ASSIGNED TASK: List the lines of this listing that hold the word "shape".

○ ○ ○

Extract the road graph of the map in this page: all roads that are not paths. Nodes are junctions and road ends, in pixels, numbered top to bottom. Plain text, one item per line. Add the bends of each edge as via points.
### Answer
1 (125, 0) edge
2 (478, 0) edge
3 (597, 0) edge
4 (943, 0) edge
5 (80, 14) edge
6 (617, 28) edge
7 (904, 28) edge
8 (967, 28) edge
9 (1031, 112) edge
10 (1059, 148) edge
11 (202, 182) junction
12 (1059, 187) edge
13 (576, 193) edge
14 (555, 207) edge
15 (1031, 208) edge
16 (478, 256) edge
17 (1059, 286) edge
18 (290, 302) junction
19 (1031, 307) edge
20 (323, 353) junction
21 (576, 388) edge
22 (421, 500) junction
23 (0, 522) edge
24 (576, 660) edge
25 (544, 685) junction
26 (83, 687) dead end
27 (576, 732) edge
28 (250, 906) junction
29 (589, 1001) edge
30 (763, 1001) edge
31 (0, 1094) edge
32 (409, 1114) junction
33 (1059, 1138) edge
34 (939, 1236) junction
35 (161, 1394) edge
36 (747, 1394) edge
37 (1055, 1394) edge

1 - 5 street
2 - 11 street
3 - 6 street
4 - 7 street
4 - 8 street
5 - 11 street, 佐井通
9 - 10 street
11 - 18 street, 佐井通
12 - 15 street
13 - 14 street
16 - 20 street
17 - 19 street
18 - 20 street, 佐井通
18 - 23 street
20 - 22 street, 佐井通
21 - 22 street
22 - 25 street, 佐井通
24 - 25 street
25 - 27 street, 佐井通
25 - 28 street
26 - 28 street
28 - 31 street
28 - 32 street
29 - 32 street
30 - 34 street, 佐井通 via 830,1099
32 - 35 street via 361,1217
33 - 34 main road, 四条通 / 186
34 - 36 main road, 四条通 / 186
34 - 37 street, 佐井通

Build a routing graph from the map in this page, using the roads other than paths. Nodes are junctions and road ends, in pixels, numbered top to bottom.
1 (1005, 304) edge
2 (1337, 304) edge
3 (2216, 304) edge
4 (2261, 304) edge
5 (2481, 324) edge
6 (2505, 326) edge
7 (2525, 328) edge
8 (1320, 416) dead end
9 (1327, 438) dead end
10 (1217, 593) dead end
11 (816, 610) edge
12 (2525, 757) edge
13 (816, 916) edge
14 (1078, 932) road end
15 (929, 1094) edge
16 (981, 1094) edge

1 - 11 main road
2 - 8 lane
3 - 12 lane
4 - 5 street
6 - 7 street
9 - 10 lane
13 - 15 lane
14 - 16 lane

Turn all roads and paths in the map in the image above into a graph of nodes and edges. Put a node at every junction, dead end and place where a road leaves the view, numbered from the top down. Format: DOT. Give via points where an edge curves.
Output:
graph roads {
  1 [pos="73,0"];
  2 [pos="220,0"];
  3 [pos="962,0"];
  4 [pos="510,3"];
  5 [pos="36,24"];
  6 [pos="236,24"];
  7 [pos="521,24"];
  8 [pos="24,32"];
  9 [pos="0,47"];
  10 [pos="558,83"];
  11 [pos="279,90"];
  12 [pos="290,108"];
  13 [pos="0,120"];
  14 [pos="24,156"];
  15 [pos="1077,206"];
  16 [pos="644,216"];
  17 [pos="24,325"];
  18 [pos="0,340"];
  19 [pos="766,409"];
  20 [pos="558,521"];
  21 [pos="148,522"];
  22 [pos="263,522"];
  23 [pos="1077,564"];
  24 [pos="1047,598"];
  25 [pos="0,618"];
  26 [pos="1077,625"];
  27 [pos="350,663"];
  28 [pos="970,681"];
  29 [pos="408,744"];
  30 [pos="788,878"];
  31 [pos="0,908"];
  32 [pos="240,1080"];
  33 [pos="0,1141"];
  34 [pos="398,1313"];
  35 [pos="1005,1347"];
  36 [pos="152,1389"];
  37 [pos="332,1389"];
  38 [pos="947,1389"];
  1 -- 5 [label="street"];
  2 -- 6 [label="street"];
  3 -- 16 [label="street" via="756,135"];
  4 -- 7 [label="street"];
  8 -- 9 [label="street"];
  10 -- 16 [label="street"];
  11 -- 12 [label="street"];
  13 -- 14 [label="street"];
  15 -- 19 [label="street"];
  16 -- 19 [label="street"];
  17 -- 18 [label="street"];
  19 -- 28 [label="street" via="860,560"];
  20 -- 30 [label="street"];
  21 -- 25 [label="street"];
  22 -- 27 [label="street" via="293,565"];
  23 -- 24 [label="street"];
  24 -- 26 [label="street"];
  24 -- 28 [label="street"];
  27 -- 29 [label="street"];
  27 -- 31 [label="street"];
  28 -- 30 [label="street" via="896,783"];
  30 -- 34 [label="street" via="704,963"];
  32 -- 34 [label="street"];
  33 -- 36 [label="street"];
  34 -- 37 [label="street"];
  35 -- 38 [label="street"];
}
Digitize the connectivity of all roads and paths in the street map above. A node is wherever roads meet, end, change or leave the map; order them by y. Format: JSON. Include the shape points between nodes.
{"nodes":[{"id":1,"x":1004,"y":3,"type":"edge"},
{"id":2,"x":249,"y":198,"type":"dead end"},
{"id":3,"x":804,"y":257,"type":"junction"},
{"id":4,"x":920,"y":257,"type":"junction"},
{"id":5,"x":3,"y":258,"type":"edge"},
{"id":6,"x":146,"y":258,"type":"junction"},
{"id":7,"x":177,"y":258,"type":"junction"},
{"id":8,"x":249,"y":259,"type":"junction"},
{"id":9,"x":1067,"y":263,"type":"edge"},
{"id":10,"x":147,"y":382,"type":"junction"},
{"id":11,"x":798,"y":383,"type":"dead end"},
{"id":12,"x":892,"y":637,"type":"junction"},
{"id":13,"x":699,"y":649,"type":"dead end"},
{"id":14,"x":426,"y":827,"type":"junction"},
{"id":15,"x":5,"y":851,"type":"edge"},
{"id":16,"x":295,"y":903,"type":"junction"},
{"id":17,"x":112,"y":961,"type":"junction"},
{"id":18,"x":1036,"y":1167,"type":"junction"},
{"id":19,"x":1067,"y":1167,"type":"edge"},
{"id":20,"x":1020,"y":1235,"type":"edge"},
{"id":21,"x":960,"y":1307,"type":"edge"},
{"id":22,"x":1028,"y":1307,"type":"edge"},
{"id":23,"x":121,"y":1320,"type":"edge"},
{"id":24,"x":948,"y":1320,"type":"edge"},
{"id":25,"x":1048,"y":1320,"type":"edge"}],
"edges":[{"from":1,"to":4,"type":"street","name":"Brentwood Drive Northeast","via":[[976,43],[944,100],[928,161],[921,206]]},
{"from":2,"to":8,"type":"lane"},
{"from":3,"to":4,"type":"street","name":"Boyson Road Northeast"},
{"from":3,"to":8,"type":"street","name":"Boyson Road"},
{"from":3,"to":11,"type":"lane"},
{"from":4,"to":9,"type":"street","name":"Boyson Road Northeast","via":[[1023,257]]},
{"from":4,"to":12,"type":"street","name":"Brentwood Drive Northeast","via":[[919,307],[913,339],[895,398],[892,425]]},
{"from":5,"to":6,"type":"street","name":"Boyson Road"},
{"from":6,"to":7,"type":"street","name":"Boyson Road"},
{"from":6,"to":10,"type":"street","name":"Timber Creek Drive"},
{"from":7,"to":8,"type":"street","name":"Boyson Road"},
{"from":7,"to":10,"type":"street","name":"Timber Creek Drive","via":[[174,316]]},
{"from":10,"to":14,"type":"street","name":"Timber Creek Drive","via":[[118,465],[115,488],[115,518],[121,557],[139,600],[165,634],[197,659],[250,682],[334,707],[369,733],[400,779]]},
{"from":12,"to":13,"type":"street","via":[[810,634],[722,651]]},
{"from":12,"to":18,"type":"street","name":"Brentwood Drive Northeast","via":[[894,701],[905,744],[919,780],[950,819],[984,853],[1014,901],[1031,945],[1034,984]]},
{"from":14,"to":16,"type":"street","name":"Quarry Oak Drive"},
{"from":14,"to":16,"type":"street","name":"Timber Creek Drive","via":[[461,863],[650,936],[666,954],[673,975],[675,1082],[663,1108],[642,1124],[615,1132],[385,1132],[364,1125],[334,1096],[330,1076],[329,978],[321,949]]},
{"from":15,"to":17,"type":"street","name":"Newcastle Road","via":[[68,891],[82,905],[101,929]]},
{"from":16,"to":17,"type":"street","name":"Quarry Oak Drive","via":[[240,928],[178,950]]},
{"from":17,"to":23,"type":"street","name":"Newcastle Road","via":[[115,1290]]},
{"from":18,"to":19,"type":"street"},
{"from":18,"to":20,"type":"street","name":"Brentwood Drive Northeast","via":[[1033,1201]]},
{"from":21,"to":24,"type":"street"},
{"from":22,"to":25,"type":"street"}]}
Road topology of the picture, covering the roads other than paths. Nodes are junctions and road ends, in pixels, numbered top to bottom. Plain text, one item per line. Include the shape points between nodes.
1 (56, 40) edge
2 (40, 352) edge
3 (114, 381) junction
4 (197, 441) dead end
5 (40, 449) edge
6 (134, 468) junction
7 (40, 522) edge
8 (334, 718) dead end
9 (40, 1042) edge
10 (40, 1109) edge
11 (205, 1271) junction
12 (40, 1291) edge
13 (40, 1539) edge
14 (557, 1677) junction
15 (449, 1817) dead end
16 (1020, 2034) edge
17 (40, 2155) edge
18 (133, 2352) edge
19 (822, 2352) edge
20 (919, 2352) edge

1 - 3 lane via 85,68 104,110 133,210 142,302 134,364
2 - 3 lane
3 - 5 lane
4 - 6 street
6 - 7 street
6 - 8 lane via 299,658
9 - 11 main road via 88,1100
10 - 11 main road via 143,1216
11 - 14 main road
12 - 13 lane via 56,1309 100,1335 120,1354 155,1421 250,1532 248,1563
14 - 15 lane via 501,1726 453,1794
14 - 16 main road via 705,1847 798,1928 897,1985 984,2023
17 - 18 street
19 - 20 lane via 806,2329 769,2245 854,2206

○ ○ ○

SOLUTION FOR THIS EXERCISE:
Digitize the connectivity of all roads and paths in the street map above. A node is wherever roads meet, end, change or leave the map; order them by y. Format: JSON. Include the shape points between nodes.
Road topology of the picture, covering the roads other than paths. Nodes are junctions and road ends, in pixels, numbered top to bottom. Plain text, one item per line. Include the shape points between nodes.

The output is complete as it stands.